• _WHAT YOU HAVE TO DO_
Look through the lines below for the word "Adlerstraße", and copy every line that has it.

• _EXTRACTED MATERIAL_

= Beginning of Section =

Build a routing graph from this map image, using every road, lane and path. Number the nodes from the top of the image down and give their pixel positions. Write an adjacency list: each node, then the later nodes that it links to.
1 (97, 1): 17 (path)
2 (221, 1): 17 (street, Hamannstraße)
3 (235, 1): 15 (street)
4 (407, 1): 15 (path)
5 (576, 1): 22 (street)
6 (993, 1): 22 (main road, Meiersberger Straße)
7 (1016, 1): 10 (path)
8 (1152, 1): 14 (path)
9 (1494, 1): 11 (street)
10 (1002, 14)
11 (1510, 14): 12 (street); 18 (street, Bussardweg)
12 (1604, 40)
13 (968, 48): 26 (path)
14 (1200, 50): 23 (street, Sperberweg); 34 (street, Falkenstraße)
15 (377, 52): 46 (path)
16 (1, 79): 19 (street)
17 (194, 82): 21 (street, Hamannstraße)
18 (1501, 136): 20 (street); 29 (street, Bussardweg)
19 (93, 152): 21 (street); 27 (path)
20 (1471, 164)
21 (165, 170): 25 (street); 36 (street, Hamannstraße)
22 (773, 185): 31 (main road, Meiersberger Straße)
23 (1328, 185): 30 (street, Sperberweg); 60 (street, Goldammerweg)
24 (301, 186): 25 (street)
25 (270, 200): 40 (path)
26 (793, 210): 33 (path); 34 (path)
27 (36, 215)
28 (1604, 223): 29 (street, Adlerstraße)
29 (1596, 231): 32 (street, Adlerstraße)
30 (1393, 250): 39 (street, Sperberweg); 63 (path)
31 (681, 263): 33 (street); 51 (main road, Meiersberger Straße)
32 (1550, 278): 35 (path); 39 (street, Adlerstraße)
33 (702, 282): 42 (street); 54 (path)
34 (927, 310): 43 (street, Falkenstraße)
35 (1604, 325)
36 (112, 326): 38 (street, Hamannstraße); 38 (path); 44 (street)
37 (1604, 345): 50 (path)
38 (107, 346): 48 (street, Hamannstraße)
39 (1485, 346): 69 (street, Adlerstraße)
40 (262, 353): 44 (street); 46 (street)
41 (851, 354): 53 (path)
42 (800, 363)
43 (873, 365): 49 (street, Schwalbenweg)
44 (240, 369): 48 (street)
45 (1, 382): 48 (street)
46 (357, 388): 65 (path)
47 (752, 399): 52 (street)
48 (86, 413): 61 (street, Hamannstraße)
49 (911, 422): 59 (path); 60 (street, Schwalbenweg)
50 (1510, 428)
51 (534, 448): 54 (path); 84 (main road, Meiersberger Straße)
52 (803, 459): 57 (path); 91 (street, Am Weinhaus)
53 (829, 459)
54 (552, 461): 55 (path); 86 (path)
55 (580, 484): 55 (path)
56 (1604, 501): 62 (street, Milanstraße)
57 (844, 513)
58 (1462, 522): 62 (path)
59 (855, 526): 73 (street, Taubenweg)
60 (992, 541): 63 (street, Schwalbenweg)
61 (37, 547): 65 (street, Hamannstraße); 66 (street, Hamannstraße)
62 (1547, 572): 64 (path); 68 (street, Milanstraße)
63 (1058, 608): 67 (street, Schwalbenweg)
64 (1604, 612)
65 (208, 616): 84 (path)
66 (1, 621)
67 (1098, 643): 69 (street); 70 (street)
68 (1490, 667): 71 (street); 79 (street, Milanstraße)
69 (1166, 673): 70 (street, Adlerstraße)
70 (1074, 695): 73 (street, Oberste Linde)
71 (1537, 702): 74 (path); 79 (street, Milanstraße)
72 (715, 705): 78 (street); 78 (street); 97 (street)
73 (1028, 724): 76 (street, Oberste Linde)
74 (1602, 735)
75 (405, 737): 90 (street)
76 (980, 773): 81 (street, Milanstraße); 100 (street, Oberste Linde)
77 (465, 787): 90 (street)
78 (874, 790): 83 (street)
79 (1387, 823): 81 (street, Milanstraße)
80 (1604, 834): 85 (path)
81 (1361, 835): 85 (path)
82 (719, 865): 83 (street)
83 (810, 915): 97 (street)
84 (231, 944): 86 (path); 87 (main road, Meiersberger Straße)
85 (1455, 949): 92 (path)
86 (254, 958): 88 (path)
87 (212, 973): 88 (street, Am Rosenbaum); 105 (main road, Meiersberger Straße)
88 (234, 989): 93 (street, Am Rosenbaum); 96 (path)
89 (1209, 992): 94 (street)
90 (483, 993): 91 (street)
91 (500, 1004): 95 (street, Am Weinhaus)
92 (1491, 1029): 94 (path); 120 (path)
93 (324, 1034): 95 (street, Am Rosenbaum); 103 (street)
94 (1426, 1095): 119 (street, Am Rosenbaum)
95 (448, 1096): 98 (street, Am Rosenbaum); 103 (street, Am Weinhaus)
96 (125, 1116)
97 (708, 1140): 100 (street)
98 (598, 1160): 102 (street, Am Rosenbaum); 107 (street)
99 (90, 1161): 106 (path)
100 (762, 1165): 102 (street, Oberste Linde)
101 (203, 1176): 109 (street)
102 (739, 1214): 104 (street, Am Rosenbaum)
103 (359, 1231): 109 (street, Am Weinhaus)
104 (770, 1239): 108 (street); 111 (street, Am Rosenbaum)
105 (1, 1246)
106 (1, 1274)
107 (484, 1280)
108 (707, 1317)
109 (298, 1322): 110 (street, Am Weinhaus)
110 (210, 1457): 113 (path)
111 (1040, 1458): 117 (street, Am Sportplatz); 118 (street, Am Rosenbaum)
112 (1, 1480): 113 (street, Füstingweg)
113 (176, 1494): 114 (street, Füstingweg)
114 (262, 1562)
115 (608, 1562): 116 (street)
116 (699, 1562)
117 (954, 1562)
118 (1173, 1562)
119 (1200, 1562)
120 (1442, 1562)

= End of Section =

• _EXERCISE SOLUTION_
28 (1604, 223): 29 (street, Adlerstraße)
29 (1596, 231): 32 (street, Adlerstraße)
32 (1550, 278): 35 (path); 39 (street, Adlerstraße)
39 (1485, 346): 69 (street, Adlerstraße)
69 (1166, 673): 70 (street, Adlerstraße)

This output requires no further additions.